→ PROBLEM STATEMENT
Of the entries that follow, how many lines hold the string "name"? Write the number and nothing more.
***
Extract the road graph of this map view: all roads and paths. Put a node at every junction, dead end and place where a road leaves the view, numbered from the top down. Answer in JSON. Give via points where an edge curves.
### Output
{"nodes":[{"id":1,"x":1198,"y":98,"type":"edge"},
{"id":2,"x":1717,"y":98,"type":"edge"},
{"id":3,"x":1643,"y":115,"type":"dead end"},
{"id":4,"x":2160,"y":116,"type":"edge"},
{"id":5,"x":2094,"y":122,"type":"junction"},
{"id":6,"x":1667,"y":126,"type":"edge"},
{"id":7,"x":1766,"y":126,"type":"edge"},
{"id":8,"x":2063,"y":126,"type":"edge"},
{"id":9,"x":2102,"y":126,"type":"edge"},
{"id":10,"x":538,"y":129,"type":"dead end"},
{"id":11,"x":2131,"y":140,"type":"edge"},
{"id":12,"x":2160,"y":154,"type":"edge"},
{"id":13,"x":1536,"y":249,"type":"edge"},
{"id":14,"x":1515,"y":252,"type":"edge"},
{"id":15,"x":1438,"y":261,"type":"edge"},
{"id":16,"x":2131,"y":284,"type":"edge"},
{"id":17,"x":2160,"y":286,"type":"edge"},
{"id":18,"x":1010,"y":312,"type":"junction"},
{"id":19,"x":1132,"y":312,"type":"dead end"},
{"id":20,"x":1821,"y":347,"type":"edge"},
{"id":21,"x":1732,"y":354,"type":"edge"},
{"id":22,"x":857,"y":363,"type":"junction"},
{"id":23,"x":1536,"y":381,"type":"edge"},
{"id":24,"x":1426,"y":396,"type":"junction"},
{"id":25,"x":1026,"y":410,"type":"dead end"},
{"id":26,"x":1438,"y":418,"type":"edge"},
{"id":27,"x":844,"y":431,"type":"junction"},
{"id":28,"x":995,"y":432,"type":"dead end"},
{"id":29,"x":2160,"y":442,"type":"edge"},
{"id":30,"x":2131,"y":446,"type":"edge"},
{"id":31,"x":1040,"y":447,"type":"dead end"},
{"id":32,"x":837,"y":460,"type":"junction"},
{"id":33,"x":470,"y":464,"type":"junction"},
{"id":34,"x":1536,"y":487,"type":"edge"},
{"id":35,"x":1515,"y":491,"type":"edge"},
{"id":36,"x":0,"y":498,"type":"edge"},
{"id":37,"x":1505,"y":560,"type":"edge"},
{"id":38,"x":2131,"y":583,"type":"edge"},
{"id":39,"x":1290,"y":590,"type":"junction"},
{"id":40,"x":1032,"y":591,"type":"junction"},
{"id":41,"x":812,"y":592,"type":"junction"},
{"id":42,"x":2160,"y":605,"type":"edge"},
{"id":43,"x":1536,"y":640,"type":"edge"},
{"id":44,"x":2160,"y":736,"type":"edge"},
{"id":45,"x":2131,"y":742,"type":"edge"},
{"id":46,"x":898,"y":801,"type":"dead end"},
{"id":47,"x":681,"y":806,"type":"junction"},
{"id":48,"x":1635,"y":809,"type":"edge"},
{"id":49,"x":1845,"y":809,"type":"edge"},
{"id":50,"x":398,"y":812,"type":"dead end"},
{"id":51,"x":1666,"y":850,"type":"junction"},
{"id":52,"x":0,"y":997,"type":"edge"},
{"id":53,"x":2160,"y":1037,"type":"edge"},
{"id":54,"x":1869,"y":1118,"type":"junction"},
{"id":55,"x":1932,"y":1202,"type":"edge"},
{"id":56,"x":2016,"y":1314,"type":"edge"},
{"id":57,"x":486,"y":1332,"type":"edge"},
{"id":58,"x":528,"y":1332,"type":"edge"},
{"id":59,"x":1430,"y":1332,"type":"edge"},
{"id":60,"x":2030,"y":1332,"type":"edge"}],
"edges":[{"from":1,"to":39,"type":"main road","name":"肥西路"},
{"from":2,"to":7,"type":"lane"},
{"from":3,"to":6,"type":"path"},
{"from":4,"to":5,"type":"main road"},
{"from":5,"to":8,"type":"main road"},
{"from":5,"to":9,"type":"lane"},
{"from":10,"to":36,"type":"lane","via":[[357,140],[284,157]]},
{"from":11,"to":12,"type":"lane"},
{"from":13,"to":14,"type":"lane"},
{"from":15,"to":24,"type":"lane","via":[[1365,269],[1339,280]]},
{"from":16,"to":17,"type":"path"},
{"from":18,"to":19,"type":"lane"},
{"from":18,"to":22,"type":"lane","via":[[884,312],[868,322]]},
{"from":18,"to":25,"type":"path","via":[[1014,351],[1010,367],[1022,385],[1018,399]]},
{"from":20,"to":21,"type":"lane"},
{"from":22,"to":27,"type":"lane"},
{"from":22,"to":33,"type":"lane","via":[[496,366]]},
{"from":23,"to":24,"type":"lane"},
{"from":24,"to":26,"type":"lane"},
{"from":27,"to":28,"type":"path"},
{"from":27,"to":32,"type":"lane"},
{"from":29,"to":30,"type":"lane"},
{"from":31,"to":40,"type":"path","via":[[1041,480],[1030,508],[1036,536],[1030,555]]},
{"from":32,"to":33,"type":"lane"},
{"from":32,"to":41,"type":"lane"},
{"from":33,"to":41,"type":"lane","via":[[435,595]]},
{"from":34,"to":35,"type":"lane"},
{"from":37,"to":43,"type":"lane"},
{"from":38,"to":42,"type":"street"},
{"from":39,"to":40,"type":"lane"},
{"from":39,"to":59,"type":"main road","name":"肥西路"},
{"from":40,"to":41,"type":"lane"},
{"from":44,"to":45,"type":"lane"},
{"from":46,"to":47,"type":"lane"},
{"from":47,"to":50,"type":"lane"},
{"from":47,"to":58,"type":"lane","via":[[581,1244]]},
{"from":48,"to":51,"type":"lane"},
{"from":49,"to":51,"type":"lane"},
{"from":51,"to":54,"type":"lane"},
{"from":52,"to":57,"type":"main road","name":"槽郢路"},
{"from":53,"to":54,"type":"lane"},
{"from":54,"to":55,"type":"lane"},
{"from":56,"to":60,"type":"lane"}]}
***
→ SOLUTION FOR THIS PROBLEM
3